Compte tenu de l'autonomie des établissements d'enseignement supérieur, l'administration centrale du ministère de la jeunesse, de l'éducation nationale et de la recherche est rarement informée de faits de nature à porter atteinte au principe de laïcité et n'est pas en mesure d'évaluer les difficultés que soulèverait l'application de ce principe dans les établissements d'enseignement supérieur. L'administration centrale a néanmoins eu connaissance et apporté une assistance juridique aux interrogations suivantes :

- la possibilité pour le règlement d'une université d'imposer le retrait de tout voile ou foulard lors de la prise de vues pour l'établissement de la photo d'identité figurant sur une acte d'identité. Il a été indiqué que compte tenu de l'objet de la carte d'étudiant, qui répond notamment au besoin de pouvoir identifier rapidement les étudiants inscrits dans l'établissement, il est légitime d'exiger de ces derniers qu'ils fournissent des photographies permettant de les reconnaître aisément et qu'il est vraisemblable que le juge administratif admettrait la légalité d'une règle exigeant la fourniture d'une photographie tête nue pour la carte d'étudiant, comme il l'a fait pour la carte nationale d'identité, par un arrêt du 27 juillet 2001, Fonds de défense des musulmans en justice, requête n°216903 ;

- l'accès des étudiants portant des signes d'appartenance religieuse aux formations dispensées dans les IUFM. Il a été répondu que l'admission à ce dispositif de préparation professionnelle, réservé à des étudiants aspirant à devenir enseignants, et qui comporte des stages en situation dans les établissements d'enseignement du premier et second degré, implique, par son objet même, le respect par ces étudiants des principes de neutralité des services publics et de laïcité de l'Etat, l'interdiction du port de signes d'appartenance religieuse semblant donc s'imposer également à eux ;

- les absences à l'occasion de fêtes religieuses. Si l'administration doit s'efforcer de permettre aux étudiants le libre exercice du culte et de tenir compte, dans la mesure du possible, des exigences liées à l'expression de leurs convictions religieuses, dans l'organisation du service, notamment lors de l'élaboration du calendrier des examens, il résulte d'un arrêt du Conseil d'Etat (Assemblée, 14 avril 1995, Koen, Rec, p. 169) que si, pour des raisons liées à l'organisation des cours et aux contraintes afférentes aux études poursuivies, un examen (ou tout autre élément d'une formation auquel la présence de l'étudiant est indispensable) ne peut être organisé qu'un jour déterminé, la circonstance que la date retenue coïncide avec une fête ou une cérémonie religieuse n'est pas de nature à entacher d'illégalité la décision de l'administration.

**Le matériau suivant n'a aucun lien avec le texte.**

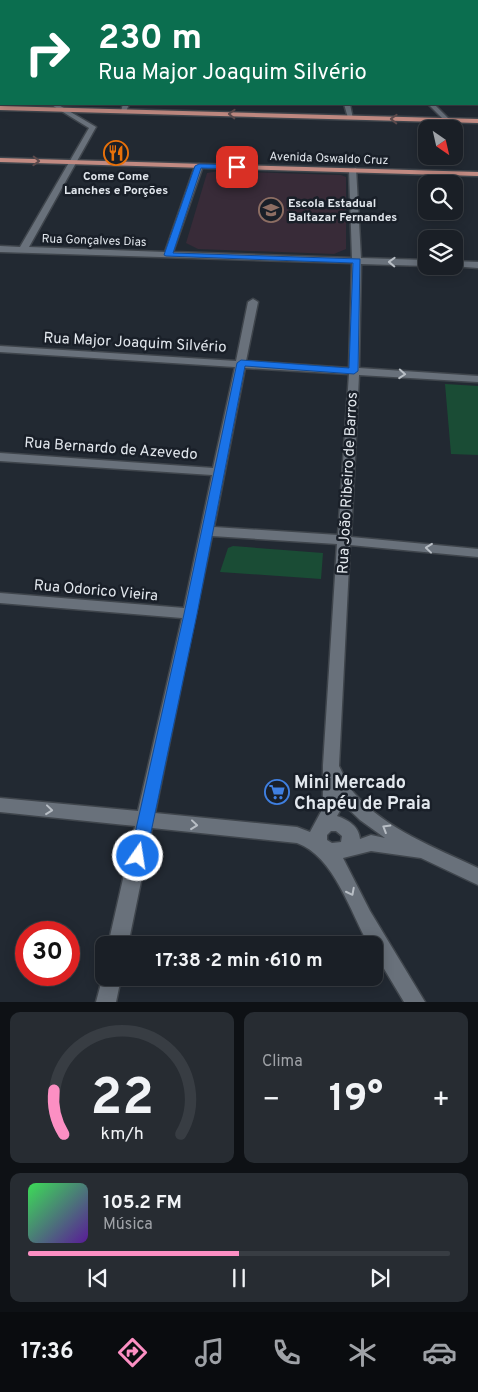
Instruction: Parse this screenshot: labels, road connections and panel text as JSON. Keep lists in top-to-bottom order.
{
  "streets": {
    "main road": ["Avenida Oswaldo Cruz"],
    "street": [
      "Rua Gonçalves Dias",
      "Rua Major Joaquim Silvério",
      "Rua Bernardo de Azevedo",
      "Rua João Ribeiro de Barros",
      "Rua Odorico Vieira"
    ]
  },
  "crossings": [
    ["Avenida Oswaldo Cruz", "Rua João Ribeiro de Barros"],
    ["Rua Gonçalves Dias", "Rua João Ribeiro de Barros"],
    ["Rua Major Joaquim Silvério", "Rua João Ribeiro de Barros"]
  ],
  "places": {
    "restaurant": ["Come Come Lanches e Porções"],
    "school or university": ["Escola Estadual Baltazar Fernandes"],
    "supermarket": ["Mini Mercado Chapéu de Praia"]
  },
  "north": "bottom right",
  "page": {
    "turn": ["230 m", "Rua Major Joaquim Silvério"],
    "limit": "30",
    "trip": "17:38 · 2 min · 610 m",
    "tile": "Clima",
    "heat": ["−", "19°", "+"],
    "song": ["105.2 FM", "Música"],
    "tabs": "17:36",
    "gauge": ["22", "km/h"]
  }
}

Enfin, face aux pressions exercées par certains étudiants de l'Institut national des langues et civilisations orientales sur d'autres étudiants ainsi que sur des enseignants, le ministère a participé à la rédaction d'une charte annexée au règlement intérieur de l'établissement et rappelant le principe de la liberté d'expression des étudiants mais également les limites qui peuvent y être apportées ».

* 100 « Les inégalités sociales d'accès aux grandes écoles », Valérie Albouy et Thomas Wanecq.

* 101 DEA, DESS, Doctorat, mais aussi, pour cette étude, CAPES, CAPET et Agrégation.

* 102 Les diplômés des grandes écoles sont entendus pour cette étude comme les diplômés grandes écoles au sens de la nomenclature de l'éducation nationale + les avocats, les experts comptables, les titulaires du diplômes d'études comptables supérieures et les titulaires d'un deuxième cycle de notariat.

* 103 C'est à dire, pour cette étude, Centrale Paris, l'Ecole de l'Air, l'Ecole de la Magistrature, l'ESSEC, l'ENA, ENGREF, l'ENSAE, le Génie maritime, HEC, l'INA, l'Ecole des Mines, Navale, les ENS, Polytechnique, l'Ecole des ponts, Saint-Cyr, l'IEP de Paris, Sup'Aéro et Télécom Paris.

* 104 Les modalités différent entre l'Angleterre, l'Ecosse, le Pays de Galles et l'Irlande du Nord.